L’identificazione dei luoghi che Omero nell’Odissea fa toccare a Ulisse sulla via di Itaca ha ossessionato sia gli antichi che i moderni. Eratostene di Cirene, uno scienziato vissuto tra III e II secolo a.C., era al riguardo piuttosto scettico: «Si troverà dove ha navigato Ulisse – diceva – quando si troverà il cuoiaio che ha cucito l’otre dei venti». Ciò non ha impedito il pullulare delle ipotesi più disparate. Di recente un ingegnere nucleare italiano ha voluto collocare le avventure dell’eroe addirittura nel mar Baltico!
Maurizio Harari, etruscologo di vaglia, tra i pochi capaci di spaziare oltre gli stretti confini della propria specializzazione, col suo Andare per i luoghi di Ulisse (il Mulino, collana «Ritrovare l’Italia. Itinerari d’autore», pp. 126, € 12,00), ci offre ora un suo personalissimo ‘baedeker’ per quelle che Vitruvio, definì le Ulixis errationes per topia (il vagare di Ulisse «di luogo in luogo, di paesaggio in paesaggio, di forma in forma», come finemente traduce il Nostro).
Harari si attiene tacitamente all’itinerario stabilito nel 1933 dall’ellenista francese Victor Bérard (quello più accettato da quanti non si rassegnano all’idea che quella omerica sia una geografia di pura invenzione), il quale situava la gran parte delle tappe di Ulisse nel Mediterraneo centrale. Ma è soprattutto nell’area tirrenica che si svolge il suo «possibile viaggio … zigzagante, guidato da comparazioni e rimandi di storie e di immagini». L’autore non ha pretese di completezza, né di sistematicità. Piuttosto indulge, cercando anche la complicità del lettore, al piacere della memoria, rivivendo in un soggettivo nóstos – quale termine più appropriato? – momenti della propria Bildung di studioso.
Il viaggio-racconto parte da Volterra, dove molte delle urne funerarie etrusche del Museo Guarnacci – Harari rievoca la sua prima visita nel lontano 1975 – sono decorate con scene dell’Odissea.
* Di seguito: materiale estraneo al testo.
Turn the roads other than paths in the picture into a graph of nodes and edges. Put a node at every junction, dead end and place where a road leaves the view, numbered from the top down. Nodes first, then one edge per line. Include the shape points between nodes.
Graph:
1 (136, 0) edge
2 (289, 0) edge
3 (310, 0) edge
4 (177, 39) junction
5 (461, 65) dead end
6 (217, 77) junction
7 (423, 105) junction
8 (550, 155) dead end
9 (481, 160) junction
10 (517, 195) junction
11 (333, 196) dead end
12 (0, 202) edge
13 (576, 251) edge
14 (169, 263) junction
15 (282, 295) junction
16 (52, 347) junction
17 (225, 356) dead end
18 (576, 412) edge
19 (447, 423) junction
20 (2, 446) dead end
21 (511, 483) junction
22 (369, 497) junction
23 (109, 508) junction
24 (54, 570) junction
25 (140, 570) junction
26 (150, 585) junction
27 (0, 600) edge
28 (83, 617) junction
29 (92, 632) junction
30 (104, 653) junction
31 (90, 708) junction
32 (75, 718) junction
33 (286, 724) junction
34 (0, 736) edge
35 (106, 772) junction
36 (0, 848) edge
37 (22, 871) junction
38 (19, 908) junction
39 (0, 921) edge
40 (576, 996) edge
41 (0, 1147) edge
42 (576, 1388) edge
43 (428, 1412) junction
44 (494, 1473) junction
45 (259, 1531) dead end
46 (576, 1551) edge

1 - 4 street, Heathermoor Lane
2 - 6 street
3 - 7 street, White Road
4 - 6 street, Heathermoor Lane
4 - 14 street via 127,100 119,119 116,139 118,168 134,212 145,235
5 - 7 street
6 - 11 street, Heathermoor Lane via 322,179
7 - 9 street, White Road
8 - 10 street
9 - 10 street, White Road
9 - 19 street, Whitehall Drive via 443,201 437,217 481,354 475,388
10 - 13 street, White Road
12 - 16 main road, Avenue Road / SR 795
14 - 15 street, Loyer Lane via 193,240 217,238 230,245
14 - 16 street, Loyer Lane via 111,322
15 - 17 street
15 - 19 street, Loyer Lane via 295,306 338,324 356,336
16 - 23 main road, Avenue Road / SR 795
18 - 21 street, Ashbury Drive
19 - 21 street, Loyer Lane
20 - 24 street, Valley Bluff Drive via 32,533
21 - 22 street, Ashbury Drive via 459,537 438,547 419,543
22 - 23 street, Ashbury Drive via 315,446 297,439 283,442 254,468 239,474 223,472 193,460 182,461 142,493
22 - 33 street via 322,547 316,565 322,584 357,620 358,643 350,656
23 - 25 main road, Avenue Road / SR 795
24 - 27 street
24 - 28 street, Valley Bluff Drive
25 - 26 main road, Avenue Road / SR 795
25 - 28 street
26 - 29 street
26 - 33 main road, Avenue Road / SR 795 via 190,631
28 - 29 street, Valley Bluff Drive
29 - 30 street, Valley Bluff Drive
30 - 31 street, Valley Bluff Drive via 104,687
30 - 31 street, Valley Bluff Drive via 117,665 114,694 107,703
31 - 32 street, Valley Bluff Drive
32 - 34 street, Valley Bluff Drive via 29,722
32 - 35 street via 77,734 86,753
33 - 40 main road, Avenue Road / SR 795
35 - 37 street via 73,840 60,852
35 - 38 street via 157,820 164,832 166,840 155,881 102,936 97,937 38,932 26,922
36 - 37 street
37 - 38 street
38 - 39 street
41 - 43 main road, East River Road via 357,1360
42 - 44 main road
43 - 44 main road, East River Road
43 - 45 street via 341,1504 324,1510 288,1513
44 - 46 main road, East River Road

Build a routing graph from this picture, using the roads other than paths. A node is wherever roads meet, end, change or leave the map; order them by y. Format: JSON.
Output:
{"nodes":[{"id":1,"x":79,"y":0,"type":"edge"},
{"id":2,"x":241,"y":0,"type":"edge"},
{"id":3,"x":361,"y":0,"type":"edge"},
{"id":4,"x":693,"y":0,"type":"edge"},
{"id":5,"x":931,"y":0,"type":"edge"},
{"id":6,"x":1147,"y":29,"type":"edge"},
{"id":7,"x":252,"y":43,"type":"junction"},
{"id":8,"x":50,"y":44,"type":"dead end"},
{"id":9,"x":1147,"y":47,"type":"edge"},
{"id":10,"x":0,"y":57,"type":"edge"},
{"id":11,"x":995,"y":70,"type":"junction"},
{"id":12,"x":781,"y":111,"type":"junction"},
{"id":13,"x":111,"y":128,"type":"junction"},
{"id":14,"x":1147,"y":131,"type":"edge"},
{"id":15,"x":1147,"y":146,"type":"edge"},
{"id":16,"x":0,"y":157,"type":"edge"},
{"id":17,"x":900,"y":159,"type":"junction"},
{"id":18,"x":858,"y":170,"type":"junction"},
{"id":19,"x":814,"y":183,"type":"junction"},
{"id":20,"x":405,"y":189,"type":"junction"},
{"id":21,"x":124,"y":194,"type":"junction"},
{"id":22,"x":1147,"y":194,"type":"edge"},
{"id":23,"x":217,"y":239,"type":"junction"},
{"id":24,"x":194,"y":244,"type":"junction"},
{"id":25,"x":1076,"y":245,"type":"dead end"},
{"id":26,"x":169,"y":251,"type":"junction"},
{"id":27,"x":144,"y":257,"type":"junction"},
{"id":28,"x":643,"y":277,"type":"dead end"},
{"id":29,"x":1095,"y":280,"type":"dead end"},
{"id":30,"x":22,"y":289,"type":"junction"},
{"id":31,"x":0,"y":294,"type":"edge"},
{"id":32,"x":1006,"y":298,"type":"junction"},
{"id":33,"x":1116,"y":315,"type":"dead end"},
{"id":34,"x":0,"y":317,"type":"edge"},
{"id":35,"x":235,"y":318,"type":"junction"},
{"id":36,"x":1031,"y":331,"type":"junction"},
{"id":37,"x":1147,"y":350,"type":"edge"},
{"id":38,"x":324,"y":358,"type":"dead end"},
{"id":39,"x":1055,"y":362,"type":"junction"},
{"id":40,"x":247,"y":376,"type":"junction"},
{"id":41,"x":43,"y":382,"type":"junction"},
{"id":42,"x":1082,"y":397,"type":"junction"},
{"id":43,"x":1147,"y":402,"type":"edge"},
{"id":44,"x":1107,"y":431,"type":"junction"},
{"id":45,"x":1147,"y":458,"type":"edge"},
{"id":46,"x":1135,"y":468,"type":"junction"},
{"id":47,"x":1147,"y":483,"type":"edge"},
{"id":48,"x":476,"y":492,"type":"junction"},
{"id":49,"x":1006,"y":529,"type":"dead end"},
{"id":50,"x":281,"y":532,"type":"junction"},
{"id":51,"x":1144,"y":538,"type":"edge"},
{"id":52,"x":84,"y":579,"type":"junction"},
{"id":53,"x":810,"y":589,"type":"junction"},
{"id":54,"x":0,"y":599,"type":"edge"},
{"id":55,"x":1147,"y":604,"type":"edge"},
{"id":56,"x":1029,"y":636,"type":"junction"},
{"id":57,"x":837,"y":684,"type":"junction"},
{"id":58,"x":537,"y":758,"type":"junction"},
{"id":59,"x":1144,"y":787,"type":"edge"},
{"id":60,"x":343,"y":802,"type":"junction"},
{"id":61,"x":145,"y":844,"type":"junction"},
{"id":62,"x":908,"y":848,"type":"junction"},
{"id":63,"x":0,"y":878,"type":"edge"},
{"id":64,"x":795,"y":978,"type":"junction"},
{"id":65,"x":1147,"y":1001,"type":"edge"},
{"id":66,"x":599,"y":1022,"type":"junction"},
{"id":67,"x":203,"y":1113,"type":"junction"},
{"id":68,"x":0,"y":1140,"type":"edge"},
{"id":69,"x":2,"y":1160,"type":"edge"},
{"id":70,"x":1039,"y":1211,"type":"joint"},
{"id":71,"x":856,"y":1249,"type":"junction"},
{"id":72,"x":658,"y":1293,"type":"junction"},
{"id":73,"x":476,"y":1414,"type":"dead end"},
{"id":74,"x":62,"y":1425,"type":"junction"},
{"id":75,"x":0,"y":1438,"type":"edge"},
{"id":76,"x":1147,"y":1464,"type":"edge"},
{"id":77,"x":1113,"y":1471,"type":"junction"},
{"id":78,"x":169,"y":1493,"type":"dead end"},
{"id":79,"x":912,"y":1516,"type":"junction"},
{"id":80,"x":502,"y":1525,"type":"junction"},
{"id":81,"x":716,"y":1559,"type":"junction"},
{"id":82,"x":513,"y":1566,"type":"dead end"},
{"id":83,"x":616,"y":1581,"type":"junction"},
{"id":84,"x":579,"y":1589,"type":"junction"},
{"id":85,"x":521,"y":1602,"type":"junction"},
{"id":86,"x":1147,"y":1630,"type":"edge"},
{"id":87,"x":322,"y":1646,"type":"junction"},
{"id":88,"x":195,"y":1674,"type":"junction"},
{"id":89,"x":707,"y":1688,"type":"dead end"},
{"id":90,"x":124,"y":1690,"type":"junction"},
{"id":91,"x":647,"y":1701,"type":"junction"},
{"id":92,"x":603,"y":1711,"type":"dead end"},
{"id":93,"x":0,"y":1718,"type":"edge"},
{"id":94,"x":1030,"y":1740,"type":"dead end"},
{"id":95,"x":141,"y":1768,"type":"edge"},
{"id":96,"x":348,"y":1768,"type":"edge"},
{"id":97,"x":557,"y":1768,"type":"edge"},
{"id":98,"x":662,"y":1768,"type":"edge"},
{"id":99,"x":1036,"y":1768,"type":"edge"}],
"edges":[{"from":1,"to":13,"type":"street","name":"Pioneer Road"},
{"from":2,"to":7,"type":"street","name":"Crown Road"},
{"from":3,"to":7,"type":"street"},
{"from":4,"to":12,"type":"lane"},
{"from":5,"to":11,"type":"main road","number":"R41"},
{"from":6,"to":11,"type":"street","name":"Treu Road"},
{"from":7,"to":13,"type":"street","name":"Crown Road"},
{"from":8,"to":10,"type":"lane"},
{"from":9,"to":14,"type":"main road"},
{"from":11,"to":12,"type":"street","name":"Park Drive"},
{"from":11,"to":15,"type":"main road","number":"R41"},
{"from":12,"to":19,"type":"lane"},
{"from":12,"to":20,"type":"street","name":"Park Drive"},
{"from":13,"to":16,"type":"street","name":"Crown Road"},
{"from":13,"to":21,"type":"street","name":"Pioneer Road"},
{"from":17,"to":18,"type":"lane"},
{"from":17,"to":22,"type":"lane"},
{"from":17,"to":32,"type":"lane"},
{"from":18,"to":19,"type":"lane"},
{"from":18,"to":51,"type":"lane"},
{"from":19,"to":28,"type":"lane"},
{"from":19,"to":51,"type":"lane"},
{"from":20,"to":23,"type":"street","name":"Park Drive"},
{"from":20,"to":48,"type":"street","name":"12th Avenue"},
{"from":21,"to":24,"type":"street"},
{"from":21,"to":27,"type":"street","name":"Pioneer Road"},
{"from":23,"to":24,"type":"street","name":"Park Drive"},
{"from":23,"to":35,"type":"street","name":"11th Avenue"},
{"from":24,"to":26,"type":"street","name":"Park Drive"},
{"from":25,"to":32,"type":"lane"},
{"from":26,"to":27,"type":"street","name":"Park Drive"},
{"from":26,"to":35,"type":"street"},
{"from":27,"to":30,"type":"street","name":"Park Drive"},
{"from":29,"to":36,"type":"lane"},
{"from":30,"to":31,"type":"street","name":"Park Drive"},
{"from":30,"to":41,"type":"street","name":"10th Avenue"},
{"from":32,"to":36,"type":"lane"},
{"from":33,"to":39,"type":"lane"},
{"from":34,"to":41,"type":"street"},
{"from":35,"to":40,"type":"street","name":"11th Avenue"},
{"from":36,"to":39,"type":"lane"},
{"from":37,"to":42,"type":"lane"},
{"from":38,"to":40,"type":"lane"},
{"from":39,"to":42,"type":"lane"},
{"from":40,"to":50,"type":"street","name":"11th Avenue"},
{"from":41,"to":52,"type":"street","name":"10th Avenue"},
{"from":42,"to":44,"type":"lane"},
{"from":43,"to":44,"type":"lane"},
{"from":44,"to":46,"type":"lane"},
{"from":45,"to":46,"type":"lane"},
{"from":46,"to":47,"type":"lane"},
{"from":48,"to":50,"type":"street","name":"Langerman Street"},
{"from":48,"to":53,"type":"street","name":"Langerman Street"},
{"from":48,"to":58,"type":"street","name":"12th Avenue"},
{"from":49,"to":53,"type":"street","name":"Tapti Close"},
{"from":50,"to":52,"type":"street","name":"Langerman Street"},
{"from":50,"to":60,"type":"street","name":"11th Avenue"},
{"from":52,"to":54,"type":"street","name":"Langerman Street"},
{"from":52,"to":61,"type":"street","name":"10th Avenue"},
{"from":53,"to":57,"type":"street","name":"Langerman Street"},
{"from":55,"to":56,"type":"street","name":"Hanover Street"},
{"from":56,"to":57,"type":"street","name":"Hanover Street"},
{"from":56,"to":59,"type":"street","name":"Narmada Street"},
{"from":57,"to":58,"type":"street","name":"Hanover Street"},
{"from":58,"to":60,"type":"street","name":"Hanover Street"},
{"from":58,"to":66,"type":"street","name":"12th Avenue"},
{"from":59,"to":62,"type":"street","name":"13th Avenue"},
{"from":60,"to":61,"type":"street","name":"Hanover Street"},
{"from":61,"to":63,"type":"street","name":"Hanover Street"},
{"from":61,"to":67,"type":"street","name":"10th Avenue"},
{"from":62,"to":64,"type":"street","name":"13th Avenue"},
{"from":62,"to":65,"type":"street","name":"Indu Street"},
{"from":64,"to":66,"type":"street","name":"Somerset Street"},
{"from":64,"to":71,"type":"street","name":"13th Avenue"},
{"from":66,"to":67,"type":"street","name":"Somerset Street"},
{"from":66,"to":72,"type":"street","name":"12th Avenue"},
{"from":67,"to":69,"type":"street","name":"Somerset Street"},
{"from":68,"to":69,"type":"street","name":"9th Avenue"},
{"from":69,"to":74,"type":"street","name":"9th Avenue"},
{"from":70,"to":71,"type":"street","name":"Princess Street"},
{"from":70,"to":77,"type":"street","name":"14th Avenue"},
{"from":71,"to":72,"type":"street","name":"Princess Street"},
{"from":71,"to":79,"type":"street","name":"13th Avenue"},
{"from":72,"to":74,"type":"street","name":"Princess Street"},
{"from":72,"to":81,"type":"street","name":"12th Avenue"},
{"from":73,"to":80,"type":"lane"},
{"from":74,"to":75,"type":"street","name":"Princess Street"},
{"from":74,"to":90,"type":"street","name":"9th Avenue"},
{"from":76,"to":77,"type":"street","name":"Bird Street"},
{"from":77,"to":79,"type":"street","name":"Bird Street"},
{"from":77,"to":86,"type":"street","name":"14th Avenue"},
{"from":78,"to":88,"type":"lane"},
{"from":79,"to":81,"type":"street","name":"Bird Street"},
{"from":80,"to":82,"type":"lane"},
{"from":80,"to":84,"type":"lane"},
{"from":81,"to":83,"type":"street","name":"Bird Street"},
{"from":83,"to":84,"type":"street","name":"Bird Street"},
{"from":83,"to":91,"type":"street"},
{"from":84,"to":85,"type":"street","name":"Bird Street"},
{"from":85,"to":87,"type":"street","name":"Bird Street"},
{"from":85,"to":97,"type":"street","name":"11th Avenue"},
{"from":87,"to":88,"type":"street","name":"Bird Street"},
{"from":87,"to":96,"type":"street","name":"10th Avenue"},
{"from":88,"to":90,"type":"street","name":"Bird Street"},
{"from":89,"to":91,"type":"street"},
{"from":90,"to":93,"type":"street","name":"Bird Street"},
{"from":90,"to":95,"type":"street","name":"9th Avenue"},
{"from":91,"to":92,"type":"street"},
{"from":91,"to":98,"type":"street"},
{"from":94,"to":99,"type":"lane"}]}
Una raffigura «Circe e il brutal suo beveraggio» (così epitomò D’Annunzio), immagini usate come esortazione a trascendere la bestialità della condizione umana. Altre raffigurano la fuga dall’antro di Polifemo, metafora dell’anima che evade dalla prigione del corpo, e le Sirene, qui non mostruose Mischwesen ma simili a Muse il cui canto misterioso promette al defunto una fama che gli sopravviverà.
Non mancano rappresentazioni di altri episodi odissaici, fra cui la nékya, la discesa nel mondo dei morti. E certo colpisce lo stretto rapporto che lega il mondo etrusco a Ulisse. Secondo lo storico Teopompo di Chio addirittura l’eroe, «una volta rientrato in patria e venuto a sapere di certe cose che si raccontavano sulla condotta di Penelope», si trasferì in Etruria e vi fondò la città di Gortinea (Cortona), dove morì e fu sepolto. A questa leggenda se ne sovrappone un’altra, secondo cui proprio a Cortona si sarebbero insediati i Pelasgi (il popolo dei Migranti, secondo l’etimo) scacciati dalla Grecia e guidati dal loro re Nanas. E secondo l’erudito bizantino Tzetze, Ulisse avrebbe avuto un secondo nome molto simile: Nanos, «e chi lo chiamava in un modo chi nell’altro». La tomba cortonese di Ulisse nessuno l’ha mai trovata, ma ad Harari piace credere che, se esistette veramente qualcosa data per tale, doveva assomigliare allo sfarzoso tumulo noto come «secondo Melone del Sodo».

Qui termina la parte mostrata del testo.